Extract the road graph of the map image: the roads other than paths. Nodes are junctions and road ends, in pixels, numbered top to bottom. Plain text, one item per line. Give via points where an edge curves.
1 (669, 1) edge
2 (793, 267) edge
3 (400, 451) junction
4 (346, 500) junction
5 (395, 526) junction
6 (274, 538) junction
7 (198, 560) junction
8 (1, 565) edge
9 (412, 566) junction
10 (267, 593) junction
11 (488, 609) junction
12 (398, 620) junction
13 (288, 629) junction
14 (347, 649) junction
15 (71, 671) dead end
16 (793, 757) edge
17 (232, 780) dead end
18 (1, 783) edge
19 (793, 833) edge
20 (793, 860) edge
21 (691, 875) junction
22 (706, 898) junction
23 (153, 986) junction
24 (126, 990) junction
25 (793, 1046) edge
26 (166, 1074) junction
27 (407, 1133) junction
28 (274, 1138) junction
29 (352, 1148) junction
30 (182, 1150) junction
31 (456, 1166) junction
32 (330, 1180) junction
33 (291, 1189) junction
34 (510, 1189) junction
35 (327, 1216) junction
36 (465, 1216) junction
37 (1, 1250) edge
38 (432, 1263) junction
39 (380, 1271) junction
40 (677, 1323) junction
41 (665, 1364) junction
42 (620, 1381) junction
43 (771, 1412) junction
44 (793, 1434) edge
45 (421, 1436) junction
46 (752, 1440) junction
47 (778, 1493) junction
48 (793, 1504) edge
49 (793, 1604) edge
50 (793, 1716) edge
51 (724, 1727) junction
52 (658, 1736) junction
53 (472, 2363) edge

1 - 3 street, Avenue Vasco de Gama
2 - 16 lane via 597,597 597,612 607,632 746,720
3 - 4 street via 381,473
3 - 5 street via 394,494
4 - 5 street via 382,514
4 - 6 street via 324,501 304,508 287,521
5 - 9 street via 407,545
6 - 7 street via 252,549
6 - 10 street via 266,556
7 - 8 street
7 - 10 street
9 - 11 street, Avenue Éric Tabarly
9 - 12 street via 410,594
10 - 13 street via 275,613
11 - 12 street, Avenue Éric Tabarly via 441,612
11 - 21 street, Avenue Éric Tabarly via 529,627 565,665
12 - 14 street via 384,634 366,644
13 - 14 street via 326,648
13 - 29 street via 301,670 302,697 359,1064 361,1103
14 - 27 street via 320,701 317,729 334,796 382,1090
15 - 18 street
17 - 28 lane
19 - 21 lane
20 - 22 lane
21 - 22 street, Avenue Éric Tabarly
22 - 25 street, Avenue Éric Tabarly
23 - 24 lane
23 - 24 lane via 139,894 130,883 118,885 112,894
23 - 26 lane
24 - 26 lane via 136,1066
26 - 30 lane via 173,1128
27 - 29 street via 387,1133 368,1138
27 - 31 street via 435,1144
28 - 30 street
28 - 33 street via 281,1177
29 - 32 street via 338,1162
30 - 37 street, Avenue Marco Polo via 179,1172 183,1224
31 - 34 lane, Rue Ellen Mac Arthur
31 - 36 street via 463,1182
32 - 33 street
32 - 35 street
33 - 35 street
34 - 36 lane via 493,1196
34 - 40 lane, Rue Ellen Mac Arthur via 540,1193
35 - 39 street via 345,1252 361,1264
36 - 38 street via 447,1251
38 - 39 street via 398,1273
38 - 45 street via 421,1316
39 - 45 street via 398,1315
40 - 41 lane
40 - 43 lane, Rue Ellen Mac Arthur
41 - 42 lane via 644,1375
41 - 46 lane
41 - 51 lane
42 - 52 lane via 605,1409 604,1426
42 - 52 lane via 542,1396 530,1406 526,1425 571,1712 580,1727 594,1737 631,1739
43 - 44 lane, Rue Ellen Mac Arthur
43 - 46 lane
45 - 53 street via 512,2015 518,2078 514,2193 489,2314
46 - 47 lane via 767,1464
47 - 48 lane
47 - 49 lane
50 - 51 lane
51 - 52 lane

----

▶ _Task details_
In full and without alteration, retype the entries above.

▶ _Answer space_
Extract the road graph of the map image: the roads other than paths. Nodes are junctions and road ends, in pixels, numbered top to bottom. Plain text, one item per line. Give via points where an edge curves.
1 (669, 1) edge
2 (793, 267) edge
3 (400, 451) junction
4 (346, 500) junction
5 (395, 526) junction
6 (274, 538) junction
7 (198, 560) junction
8 (1, 565) edge
9 (412, 566) junction
10 (267, 593) junction
11 (488, 609) junction
12 (398, 620) junction
13 (288, 629) junction
14 (347, 649) junction
15 (71, 671) dead end
16 (793, 757) edge
17 (232, 780) dead end
18 (1, 783) edge
19 (793, 833) edge
20 (793, 860) edge
21 (691, 875) junction
22 (706, 898) junction
23 (153, 986) junction
24 (126, 990) junction
25 (793, 1046) edge
26 (166, 1074) junction
27 (407, 1133) junction
28 (274, 1138) junction
29 (352, 1148) junction
30 (182, 1150) junction
31 (456, 1166) junction
32 (330, 1180) junction
33 (291, 1189) junction
34 (510, 1189) junction
35 (327, 1216) junction
36 (465, 1216) junction
37 (1, 1250) edge
38 (432, 1263) junction
39 (380, 1271) junction
40 (677, 1323) junction
41 (665, 1364) junction
42 (620, 1381) junction
43 (771, 1412) junction
44 (793, 1434) edge
45 (421, 1436) junction
46 (752, 1440) junction
47 (778, 1493) junction
48 (793, 1504) edge
49 (793, 1604) edge
50 (793, 1716) edge
51 (724, 1727) junction
52 (658, 1736) junction
53 (472, 2363) edge

1 - 3 street, Avenue Vasco de Gama
2 - 16 lane via 597,597 597,612 607,632 746,720
3 - 4 street via 381,473
3 - 5 street via 394,494
4 - 5 street via 382,514
4 - 6 street via 324,501 304,508 287,521
5 - 9 street via 407,545
6 - 7 street via 252,549
6 - 10 street via 266,556
7 - 8 street
7 - 10 street
9 - 11 street, Avenue Éric Tabarly
9 - 12 street via 410,594
10 - 13 street via 275,613
11 - 12 street, Avenue Éric Tabarly via 441,612
11 - 21 street, Avenue Éric Tabarly via 529,627 565,665
12 - 14 street via 384,634 366,644
13 - 14 street via 326,648
13 - 29 street via 301,670 302,697 359,1064 361,1103
14 - 27 street via 320,701 317,729 334,796 382,1090
15 - 18 street
17 - 28 lane
19 - 21 lane
20 - 22 lane
21 - 22 street, Avenue Éric Tabarly
22 - 25 street, Avenue Éric Tabarly
23 - 24 lane
23 - 24 lane via 139,894 130,883 118,885 112,894
23 - 26 lane
24 - 26 lane via 136,1066
26 - 30 lane via 173,1128
27 - 29 street via 387,1133 368,1138
27 - 31 street via 435,1144
28 - 30 street
28 - 33 street via 281,1177
29 - 32 street via 338,1162
30 - 37 street, Avenue Marco Polo via 179,1172 183,1224
31 - 34 lane, Rue Ellen Mac Arthur
31 - 36 street via 463,1182
32 - 33 street
32 - 35 street
33 - 35 street
34 - 36 lane via 493,1196
34 - 40 lane, Rue Ellen Mac Arthur via 540,1193
35 - 39 street via 345,1252 361,1264
36 - 38 street via 447,1251
38 - 39 street via 398,1273
38 - 45 street via 421,1316
39 - 45 street via 398,1315
40 - 41 lane
40 - 43 lane, Rue Ellen Mac Arthur
41 - 42 lane via 644,1375
41 - 46 lane
41 - 51 lane
42 - 52 lane via 605,1409 604,1426
42 - 52 lane via 542,1396 530,1406 526,1425 571,1712 580,1727 594,1737 631,1739
43 - 44 lane, Rue Ellen Mac Arthur
43 - 46 lane
45 - 53 street via 512,2015 518,2078 514,2193 489,2314
46 - 47 lane via 767,1464
47 - 48 lane
47 - 49 lane
50 - 51 lane
51 - 52 lane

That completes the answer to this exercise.